10. Marks M. A strategy for rescheduling psilocybin. Scientific American. Oct. 11, 2021.

Thanks to effective treatment, people with HIV are living longer. But as they age, they face higher rates of age-related comorbidities and hospitalizations, according to a recent study of hospitalized patients.

Decision-makers will need to allocate resources, train providers, and plan ways to manage chronic diseases, such as diabetes and cancer, among geriatric HIV inpatients, according to the authors.

“There will be more [HIV] patients with age-related chronic conditions at an earlier age and who will utilize or will have a unique need for [health care for] these geriatric conditions,” first author Khairul A. Siddiqi, PhD, University of Florida, Gainesville, said in an interview. “Eventually, that may increase inpatient resource utilization and costs.”

The study was published online in HIV Medicine.
 

Aging with HIV

Analyzing the National Inpatient Sample (NIS) of the Healthcare Cost and Utilization Project, the authors compared characteristics and comorbidities linked to hospital stays among people with HIV (HSWH) to those linked to hospital stays among people without HIV (HSWOH).

The NIS is a database of hospital records that captures 20% of discharges in the United States and covers all payers. Data in this analysis covered the years 2003-2015.

Among HSWH, patients aged 50 or older accounted for an increasing proportion over time, from fewer than 25% in 2003 to over 50% by 2015, the authors found.
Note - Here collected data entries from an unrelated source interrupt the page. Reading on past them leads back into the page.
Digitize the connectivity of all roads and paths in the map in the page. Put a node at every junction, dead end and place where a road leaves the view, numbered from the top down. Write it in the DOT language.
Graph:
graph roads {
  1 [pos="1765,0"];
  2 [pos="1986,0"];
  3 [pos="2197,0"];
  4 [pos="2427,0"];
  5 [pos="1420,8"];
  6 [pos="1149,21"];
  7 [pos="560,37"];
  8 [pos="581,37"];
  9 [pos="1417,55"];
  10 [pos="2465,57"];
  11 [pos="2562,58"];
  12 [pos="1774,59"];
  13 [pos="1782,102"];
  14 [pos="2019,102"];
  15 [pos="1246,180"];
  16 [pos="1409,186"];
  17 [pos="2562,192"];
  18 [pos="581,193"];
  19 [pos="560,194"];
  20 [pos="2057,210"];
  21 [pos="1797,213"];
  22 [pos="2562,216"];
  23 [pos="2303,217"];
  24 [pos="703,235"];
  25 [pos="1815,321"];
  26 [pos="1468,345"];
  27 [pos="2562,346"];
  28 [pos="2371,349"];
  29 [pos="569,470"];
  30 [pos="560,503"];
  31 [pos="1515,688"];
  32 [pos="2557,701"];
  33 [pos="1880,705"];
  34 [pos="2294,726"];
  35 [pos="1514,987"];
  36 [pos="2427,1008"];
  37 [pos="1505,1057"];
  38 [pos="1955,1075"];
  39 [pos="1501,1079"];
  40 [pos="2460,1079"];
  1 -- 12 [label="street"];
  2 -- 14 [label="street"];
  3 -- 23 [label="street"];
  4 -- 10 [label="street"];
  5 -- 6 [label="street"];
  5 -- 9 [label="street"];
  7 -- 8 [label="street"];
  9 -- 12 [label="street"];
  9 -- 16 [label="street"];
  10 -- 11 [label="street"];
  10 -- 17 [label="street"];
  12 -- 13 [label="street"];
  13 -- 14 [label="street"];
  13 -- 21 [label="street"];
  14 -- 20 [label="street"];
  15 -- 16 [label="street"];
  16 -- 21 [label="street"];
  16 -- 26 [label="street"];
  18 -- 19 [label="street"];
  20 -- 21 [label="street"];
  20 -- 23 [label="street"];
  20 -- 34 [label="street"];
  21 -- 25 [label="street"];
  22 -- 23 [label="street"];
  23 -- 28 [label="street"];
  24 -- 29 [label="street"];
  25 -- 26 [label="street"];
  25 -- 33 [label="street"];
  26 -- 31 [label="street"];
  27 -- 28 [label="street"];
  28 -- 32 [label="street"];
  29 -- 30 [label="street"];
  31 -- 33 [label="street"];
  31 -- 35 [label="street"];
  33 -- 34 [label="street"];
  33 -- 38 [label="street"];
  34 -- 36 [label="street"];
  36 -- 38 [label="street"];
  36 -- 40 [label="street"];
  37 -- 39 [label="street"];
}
The subgroup aged 65-80 had risen from 2.39% to 8.63% by 2015.

The authors also studied rates of eight comorbidities, termed HIV-associated non-AIDS (HANA) conditions: cardiovascular, lung, liver, neurologic, and kidney diseases; diabetes; cancer; and bone loss.

The average number of these conditions among both HSWH and HSWOH rose over time. But this change was disproportionately high among HSWH aged 50-64 and those aged 65 and older.

Over the study period, among patients aged 65 or older, six of the eight age-related conditions the researchers studied rose disproportionately among HSWH in comparison with HSWOH; among those aged 50-64, five conditions did so.

The researchers are now building on the current study of HSWH by examining rates of resource utilization, such as MRIs and procedures, Dr. Siddiqi said.

Study limitations included a lack of data from long-term facilities, potential skewing by patients hospitalized multiple times, and the inherent limitations of administrative data.
 

A unique group of older people

Among people with HIV (PWH) in the United States, nearly half are aged 50 or older. By 2030, this group is expected to account for some 70% of PWH.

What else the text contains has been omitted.